Database Project To Track Health Of 100,000 U.S. Children

The NIH-backed study will examine the effects of genes and environmental factors on the health of volunteer participants in 105 locations from before birth to age 21.
The bulk of the study data will be collected during "study visits" with the children that will be more frequent with infants and babies and likely to become less frequent as children grow older, Keim said. Those visits will take place at about 105 locations across the United States, including participating university medical centers, as well as smaller study offices set up in more convenient locations for families.

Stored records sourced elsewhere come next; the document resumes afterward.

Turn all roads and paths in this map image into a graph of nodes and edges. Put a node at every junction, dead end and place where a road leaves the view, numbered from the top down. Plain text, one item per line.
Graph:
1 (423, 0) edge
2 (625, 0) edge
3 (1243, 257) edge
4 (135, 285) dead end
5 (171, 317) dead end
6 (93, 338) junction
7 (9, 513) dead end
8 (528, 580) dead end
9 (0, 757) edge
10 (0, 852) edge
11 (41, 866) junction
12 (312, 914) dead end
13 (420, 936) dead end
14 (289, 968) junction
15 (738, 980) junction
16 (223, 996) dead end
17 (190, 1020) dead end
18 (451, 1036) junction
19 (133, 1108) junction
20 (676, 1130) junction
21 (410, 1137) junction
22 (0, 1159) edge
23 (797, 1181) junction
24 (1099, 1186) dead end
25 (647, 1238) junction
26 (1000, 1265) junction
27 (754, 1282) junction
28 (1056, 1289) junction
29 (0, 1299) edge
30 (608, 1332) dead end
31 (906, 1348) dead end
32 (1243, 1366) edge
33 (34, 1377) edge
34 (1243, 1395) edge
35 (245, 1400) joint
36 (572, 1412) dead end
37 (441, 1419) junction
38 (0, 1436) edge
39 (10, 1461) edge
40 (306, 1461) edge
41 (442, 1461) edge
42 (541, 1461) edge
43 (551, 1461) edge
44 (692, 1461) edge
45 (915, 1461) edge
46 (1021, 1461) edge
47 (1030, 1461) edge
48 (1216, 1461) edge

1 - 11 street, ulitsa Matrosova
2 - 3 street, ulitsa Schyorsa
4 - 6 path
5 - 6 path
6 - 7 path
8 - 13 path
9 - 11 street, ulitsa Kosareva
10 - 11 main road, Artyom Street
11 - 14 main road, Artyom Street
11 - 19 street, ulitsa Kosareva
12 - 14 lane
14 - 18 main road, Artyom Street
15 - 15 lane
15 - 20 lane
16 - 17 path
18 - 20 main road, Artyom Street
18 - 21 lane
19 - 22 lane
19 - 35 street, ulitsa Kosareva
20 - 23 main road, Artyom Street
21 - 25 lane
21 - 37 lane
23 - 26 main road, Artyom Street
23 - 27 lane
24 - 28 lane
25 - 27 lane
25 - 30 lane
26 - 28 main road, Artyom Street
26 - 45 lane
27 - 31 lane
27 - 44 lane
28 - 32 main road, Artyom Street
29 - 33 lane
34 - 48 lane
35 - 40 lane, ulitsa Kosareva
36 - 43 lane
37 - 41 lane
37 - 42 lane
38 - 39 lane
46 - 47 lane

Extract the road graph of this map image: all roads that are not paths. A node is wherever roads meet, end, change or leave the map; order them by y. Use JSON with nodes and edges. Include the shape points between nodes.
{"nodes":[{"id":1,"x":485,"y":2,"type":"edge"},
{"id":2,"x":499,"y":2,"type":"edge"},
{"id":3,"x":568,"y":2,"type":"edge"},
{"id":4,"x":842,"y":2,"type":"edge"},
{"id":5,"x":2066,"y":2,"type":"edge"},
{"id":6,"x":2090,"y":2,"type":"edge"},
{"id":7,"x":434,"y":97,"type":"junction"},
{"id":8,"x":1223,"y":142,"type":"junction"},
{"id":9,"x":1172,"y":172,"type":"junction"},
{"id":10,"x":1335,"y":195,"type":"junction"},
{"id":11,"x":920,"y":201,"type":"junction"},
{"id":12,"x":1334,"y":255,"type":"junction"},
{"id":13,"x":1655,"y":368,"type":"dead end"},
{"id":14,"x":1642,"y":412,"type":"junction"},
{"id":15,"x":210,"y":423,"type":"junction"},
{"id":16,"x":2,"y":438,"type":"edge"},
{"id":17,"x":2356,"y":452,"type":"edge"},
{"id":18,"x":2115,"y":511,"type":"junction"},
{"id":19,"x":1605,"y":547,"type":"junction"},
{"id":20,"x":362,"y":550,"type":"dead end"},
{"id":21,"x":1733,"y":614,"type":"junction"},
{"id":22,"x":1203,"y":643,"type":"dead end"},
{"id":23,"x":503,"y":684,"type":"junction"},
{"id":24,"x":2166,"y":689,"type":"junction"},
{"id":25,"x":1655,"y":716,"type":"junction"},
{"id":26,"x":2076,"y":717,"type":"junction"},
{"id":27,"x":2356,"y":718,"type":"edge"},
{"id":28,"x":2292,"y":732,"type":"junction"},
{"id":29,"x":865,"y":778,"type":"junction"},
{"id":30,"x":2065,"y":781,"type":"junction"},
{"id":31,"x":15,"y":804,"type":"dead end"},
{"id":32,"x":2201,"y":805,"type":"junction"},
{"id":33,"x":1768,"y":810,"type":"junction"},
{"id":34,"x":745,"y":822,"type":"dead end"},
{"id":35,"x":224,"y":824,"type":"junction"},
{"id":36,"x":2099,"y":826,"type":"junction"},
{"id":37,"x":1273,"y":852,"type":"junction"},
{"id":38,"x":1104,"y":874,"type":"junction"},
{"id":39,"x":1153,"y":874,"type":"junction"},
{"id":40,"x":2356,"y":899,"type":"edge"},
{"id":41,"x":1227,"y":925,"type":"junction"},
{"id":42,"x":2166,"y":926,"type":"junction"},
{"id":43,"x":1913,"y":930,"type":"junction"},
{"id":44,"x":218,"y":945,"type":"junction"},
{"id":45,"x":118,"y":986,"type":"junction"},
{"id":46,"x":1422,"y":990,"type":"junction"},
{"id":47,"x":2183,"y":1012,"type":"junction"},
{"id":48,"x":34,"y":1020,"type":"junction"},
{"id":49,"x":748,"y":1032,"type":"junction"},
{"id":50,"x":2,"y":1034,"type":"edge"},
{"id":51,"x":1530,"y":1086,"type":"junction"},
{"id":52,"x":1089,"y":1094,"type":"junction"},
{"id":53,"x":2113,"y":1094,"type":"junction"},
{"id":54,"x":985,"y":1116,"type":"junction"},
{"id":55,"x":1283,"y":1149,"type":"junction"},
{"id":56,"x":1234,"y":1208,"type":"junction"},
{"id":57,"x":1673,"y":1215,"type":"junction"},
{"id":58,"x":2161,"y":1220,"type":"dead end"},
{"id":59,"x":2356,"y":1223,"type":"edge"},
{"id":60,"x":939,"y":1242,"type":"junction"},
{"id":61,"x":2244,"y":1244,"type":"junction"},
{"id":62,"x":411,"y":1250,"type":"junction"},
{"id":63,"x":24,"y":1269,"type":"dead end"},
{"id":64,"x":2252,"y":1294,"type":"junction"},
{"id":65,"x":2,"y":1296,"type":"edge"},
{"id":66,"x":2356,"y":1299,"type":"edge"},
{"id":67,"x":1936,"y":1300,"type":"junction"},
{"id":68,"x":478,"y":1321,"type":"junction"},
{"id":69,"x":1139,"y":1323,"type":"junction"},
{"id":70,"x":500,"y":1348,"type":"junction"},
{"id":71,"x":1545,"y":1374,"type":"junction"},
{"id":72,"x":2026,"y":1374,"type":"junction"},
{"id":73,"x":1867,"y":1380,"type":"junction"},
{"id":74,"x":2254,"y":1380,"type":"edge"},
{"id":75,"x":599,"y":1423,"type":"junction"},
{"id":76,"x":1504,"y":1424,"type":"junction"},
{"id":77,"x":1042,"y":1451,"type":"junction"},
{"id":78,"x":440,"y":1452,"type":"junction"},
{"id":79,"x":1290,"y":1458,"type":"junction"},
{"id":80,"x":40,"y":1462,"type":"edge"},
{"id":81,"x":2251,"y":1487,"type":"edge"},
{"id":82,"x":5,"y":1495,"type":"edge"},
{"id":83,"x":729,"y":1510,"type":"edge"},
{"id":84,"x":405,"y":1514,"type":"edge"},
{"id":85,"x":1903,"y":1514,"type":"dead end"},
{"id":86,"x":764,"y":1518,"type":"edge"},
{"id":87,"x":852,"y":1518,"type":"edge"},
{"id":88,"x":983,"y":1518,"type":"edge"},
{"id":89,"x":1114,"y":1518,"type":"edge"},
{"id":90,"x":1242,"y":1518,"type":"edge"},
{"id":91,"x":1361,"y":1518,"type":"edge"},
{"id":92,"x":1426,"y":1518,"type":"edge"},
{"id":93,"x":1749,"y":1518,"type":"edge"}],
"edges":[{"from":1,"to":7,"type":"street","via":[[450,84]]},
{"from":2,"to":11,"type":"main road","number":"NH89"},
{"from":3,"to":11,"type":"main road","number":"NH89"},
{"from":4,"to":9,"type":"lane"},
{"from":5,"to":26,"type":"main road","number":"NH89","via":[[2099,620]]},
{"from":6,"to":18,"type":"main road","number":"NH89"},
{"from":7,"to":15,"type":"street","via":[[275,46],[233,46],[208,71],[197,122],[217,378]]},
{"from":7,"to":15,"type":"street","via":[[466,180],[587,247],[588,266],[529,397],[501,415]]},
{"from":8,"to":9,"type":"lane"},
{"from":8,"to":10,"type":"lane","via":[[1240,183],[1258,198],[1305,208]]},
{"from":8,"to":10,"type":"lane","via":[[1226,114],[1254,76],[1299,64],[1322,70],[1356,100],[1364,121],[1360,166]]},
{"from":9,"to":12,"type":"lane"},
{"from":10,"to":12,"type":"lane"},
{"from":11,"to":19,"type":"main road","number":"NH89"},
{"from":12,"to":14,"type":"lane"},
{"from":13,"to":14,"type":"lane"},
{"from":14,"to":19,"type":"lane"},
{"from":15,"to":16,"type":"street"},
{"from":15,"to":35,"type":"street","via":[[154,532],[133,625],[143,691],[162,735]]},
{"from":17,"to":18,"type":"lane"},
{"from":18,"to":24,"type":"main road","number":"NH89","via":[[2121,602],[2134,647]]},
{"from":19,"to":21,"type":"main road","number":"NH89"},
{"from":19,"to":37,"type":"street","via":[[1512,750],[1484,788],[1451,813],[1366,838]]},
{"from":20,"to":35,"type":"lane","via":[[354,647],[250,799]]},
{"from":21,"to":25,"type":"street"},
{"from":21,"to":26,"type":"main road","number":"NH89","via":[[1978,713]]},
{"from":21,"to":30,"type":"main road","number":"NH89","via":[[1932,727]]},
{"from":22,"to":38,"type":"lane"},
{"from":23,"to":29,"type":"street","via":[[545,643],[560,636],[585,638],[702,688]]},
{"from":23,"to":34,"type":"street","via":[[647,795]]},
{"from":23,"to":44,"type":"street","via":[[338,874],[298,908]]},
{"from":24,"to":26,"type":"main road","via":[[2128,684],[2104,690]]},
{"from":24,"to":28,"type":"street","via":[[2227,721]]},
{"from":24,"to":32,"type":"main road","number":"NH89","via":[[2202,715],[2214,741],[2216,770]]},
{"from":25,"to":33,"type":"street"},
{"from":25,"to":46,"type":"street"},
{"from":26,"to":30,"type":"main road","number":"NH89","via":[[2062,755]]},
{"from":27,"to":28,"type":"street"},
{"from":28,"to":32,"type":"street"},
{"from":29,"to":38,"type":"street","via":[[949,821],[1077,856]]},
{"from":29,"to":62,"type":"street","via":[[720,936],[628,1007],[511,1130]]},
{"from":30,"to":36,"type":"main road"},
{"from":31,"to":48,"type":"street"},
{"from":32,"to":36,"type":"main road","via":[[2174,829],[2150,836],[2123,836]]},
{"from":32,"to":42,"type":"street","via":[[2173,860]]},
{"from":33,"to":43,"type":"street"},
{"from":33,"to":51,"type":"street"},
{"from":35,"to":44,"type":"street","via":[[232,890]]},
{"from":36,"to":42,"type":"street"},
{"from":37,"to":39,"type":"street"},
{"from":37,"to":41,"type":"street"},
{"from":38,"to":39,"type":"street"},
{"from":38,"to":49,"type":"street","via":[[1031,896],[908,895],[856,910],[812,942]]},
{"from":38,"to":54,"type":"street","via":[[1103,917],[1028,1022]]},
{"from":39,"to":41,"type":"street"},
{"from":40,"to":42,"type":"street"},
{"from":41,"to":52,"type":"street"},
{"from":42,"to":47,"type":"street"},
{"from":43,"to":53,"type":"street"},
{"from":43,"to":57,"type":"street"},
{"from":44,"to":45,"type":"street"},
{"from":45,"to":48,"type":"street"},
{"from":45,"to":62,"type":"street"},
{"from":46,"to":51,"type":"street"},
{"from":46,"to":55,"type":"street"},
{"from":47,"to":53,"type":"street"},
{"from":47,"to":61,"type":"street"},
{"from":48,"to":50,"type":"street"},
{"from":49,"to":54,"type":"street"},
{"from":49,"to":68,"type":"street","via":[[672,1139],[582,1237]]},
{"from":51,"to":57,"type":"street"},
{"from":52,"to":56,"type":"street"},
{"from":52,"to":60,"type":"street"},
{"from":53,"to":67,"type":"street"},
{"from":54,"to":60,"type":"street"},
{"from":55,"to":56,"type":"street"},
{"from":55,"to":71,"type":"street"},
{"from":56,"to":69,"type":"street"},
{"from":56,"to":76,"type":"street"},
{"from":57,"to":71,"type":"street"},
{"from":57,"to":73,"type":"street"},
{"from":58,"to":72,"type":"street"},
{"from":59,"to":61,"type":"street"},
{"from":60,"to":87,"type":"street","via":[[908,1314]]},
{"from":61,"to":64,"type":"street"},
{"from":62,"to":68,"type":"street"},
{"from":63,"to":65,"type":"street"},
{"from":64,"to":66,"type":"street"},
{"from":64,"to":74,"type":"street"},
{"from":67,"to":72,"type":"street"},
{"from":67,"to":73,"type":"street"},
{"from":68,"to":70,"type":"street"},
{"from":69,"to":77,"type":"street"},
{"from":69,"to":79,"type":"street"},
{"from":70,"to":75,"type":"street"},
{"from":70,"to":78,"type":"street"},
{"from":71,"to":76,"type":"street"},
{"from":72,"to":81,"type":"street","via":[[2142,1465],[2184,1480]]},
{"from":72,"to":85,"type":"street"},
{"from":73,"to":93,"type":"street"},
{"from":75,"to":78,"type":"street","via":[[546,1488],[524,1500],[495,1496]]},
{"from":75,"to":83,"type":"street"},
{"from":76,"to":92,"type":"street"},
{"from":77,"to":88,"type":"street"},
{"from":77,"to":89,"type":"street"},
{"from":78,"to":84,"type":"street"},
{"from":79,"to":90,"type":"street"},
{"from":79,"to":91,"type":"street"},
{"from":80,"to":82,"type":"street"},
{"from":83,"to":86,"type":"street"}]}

"One of those visit centers is next to the only post office in town," Keim said. On other occasions, data from air quality and other environmental samples will be collected during visits to the children's homes. Keim estimates that there are close to 1,000 researchers and federal staff working on the study in teams across about 40 research centers, including medical schools, hospitals, public health departments, and nonprofit organizations.

The study visits "are not substitutes for usual medical care" children need from their pediatrician or other health care providers, Keim said.

As more doctors nationwide deploy electronic medical record systems in their offices, data from patient records will be used in the study as well. In the meantime, doctors, parents, and patients can update researchers on health issues during study visits, as well as information collected in other ways. For instance, pregnant women will be asked to track care and health in a log, Keim said.

Researchers will collect data using tablet PCs running Windows XP. Keim said it's expected that 5,000 tablet PCs will be used for the full study, or about 50 tablets per study center. Study staff will securely transmit tablet data to the central coordinating center via VPN.

Among the software being used for the study are applications developed by the Centers for Disease Control and Prevention and other federal agencies. That includes CDC survey-authoring software that allows researchers to quickly and flexibly create questionnaires. "That sounds simple, but it's actually very hard to do," Keim said.

Data will be stored in Oracle and SQL databases. The size of the study's databases will be "relatively small in the beginning but will ramp up over the study," she said. "We will add storage as needed. It is tiered based on access time. We do not have the final estimate, but the size of the central database will certainly be in the multiple-terabyte range," she said.

"Much of the data analysis will be via commercial applications like SAS or SPSS," said Keim. "There will also be software tools to analyze genetic data, likely to be adapted from previous genetics studies and originally developed by consortia like through the Human Genome Project. Also, mapping tools will be important for data analysis, like ArcGIS," she said. ArcGIS is a product from GIS software vendor ESRI.

The team of researchers involved with the study includes obstetricians, pediatricians, social scientists, neurologists, and psychologists. Preliminary results from the study's early years are expected to start in 2011. The study will tackle subjects ranging from how a child's genes and environment interact to promote violent behavior in teenagers, to whether exposure to allergens early in life can actually help prevent asthma from developing in children.